Zarif: Security in the Persian Gulf is either for all or none
A month after the attacks on Saudi Arabian oil facilities, Mohammad Javad Zarif, the foreign minister of the Islamic Republic published an article in the Kuwaiti newspaper Al-Rai, saying either all the countries around the Persian gulf will enjoy security or “all will be denied of it.”
In his article published on Thursday, October 10, he also urged the countries of the region to pay attention to President Rouhani’s “Hormuz Peace” plan.
Rouhani first mentioned the Hormuz Peace plan eight days after the Aramco attacks. The attacks temporarily reduced Saudi Arabia’s oil production by almost half. US, Saudi Arabia, France, Britain, and Germany blamed Iran for the attacks.
There have also been several cases of attacks on oil tankers in the Persian Gulf and near the Strait of Hormuz which have been linked to Iran’s Islamic Revolutionary Guard Corps (IRGC) in recent months.
Zarif claimed in the article that the eight countries of Saudi Arabia, Iraq, Oman, UAE, Kuwait, Bahrain, and the Islamic Republic of Iran “have the capacity to provide security in the region through regional discourse.”

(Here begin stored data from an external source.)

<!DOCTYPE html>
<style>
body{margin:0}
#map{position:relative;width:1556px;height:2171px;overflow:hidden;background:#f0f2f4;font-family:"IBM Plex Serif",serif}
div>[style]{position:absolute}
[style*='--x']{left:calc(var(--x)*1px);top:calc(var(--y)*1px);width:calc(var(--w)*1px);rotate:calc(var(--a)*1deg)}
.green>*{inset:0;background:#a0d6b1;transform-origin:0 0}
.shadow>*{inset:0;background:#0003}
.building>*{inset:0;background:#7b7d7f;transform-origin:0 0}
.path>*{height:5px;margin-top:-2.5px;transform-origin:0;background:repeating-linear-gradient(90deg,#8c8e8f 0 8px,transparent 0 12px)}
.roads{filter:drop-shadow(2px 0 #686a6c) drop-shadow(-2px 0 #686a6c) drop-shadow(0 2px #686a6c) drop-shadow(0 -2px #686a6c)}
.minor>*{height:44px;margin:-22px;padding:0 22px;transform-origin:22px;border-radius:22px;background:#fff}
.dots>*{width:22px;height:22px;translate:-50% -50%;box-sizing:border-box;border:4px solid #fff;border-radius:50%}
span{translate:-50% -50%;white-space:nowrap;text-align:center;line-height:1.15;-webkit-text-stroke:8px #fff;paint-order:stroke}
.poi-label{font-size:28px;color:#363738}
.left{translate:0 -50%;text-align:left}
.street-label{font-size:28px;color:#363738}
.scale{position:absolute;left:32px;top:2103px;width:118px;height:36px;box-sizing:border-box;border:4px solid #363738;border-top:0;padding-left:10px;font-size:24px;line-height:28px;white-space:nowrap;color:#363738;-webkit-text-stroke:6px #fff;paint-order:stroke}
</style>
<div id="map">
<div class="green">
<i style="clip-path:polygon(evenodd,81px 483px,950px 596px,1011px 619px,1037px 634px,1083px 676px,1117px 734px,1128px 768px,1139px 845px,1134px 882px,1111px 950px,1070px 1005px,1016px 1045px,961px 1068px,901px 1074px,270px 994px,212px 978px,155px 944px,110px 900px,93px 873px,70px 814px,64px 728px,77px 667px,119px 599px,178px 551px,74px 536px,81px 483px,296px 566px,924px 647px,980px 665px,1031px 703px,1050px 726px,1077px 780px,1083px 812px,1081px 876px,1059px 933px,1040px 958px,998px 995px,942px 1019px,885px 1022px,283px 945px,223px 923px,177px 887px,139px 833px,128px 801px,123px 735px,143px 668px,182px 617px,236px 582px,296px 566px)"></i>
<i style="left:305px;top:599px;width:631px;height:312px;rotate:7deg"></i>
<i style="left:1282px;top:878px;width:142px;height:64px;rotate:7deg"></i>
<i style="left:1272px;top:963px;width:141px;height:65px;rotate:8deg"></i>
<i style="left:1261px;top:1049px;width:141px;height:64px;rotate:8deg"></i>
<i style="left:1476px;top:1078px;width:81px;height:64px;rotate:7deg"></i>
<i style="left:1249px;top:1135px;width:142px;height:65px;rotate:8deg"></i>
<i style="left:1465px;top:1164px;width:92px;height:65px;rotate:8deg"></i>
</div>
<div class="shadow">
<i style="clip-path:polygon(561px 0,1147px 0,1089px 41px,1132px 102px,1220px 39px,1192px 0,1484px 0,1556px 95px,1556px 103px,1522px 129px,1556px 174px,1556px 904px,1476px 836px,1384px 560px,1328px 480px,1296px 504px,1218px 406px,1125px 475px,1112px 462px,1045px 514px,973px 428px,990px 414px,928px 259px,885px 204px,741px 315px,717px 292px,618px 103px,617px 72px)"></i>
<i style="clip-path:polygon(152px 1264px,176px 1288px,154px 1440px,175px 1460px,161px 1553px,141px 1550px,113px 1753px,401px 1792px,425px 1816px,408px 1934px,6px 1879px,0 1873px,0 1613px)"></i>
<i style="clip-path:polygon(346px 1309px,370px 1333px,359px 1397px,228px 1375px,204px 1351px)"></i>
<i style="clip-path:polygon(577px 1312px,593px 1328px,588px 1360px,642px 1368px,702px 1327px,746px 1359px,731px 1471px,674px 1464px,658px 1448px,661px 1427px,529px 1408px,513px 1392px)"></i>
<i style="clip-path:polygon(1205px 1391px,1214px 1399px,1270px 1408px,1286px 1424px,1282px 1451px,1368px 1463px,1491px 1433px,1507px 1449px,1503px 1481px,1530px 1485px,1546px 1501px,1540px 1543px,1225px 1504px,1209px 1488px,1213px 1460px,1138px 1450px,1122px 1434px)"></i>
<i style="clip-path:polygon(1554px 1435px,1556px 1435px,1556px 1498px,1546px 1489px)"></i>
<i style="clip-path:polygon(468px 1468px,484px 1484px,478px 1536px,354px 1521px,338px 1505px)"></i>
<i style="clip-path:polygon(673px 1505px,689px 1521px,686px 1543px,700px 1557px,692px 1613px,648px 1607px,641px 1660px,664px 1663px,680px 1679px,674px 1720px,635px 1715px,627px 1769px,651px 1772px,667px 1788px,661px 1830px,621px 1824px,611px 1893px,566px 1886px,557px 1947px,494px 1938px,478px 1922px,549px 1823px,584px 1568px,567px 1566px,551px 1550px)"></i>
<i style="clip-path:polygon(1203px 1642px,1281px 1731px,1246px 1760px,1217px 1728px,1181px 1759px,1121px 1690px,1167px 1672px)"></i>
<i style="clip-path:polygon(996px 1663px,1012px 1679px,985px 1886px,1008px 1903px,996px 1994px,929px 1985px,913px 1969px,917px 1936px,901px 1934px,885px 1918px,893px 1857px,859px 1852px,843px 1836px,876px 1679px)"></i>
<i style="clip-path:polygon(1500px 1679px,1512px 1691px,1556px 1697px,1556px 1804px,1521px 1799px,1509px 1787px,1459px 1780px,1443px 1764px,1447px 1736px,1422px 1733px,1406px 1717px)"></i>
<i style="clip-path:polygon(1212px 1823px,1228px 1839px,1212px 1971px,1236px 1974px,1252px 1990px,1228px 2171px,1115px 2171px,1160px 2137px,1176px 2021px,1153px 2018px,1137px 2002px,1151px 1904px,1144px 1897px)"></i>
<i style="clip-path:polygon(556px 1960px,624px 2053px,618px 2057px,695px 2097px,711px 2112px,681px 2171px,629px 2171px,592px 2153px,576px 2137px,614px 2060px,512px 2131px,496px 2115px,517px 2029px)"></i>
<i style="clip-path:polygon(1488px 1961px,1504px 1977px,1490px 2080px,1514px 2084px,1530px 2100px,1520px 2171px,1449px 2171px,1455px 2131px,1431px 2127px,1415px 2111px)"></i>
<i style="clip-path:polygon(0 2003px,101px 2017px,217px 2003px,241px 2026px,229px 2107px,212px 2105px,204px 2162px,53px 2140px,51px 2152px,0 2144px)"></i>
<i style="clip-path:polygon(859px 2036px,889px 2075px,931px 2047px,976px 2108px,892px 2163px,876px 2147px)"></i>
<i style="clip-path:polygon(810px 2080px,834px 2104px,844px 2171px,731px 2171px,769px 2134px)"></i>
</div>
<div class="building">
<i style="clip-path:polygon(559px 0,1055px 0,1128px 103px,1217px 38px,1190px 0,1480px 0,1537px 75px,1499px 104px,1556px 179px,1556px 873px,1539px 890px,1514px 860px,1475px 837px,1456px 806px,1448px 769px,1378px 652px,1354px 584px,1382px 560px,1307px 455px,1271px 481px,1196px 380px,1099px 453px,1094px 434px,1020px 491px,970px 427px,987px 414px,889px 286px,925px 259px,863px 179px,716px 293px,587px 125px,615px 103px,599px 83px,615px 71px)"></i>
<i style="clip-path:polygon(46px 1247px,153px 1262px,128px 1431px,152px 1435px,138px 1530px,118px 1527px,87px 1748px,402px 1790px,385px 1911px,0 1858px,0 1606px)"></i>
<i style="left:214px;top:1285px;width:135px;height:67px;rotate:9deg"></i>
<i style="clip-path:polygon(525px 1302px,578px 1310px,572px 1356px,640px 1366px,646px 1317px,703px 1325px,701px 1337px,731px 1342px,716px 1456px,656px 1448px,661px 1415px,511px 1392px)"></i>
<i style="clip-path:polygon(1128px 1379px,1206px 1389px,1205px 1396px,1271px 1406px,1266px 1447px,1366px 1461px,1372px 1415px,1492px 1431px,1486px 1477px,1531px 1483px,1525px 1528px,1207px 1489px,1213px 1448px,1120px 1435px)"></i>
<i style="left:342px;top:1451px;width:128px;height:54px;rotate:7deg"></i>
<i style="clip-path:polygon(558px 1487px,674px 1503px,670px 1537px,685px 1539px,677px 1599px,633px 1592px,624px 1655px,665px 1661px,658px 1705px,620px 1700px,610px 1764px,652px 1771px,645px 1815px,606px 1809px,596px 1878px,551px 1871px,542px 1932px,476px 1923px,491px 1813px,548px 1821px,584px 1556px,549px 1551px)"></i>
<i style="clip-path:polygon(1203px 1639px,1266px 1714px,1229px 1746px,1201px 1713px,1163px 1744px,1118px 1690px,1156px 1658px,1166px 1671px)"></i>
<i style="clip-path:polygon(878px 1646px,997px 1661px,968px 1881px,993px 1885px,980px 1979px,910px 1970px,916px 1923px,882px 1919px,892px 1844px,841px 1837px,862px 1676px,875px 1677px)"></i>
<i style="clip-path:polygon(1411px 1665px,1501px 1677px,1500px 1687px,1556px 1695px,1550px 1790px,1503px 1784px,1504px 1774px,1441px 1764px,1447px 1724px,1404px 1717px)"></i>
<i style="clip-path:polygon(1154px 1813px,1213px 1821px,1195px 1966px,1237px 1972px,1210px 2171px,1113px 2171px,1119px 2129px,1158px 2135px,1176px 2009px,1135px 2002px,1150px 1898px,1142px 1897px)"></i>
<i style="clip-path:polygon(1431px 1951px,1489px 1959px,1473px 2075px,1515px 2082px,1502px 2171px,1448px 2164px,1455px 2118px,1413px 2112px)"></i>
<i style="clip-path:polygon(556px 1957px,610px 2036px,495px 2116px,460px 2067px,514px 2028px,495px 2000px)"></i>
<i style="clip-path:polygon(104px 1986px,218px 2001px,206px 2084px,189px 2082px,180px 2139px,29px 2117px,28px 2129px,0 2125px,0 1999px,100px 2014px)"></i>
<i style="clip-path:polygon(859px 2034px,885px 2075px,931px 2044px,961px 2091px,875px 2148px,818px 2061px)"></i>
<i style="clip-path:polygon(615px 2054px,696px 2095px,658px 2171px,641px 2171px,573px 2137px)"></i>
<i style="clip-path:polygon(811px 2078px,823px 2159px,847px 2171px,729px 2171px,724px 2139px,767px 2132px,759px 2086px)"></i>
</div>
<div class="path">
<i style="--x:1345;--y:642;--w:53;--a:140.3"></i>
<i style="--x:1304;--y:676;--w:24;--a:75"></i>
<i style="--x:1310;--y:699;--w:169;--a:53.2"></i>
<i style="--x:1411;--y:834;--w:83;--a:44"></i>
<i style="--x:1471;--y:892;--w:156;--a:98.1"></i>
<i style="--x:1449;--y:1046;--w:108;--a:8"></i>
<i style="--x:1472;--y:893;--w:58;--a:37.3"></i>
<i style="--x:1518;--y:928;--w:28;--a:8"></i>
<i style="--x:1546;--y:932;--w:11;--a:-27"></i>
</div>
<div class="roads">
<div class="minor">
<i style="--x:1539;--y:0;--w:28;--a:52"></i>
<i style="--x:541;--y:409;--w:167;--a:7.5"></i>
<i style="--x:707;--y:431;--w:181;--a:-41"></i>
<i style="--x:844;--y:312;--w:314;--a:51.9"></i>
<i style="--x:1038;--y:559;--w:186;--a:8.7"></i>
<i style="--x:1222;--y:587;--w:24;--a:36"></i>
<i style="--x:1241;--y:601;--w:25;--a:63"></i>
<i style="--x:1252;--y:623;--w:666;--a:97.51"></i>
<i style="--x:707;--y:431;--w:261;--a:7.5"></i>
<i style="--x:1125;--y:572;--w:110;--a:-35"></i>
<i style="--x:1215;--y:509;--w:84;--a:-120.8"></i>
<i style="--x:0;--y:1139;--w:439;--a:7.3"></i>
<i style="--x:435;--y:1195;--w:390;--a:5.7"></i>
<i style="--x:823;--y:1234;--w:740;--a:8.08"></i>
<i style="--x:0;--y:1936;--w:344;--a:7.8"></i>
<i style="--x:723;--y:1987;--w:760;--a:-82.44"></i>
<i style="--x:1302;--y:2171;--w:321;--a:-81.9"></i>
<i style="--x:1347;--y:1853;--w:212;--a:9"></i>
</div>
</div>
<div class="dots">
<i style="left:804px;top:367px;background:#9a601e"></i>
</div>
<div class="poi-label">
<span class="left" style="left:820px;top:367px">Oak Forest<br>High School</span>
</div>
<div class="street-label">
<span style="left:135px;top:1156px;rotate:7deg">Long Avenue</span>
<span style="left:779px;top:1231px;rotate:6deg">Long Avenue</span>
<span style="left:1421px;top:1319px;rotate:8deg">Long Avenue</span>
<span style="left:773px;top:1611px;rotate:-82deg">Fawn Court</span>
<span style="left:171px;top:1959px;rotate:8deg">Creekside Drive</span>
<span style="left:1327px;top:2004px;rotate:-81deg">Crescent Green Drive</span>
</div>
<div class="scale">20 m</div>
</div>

Zarif explained that the Hormuz Peace plan includes “commitment to the goals and principles of the UN, neighborly relations, respecting sovereignty and territorial integrity, unbending international borders, resolving all the conflicts, rejecting threats and force and participation in any coalition against each other” and also “no intervention in domestic and international affairs of each other.”
Zarif added that the plan could also include “pacts of non-aggression and no-intervention, proliferation, and building trust” among the eight countries in the region.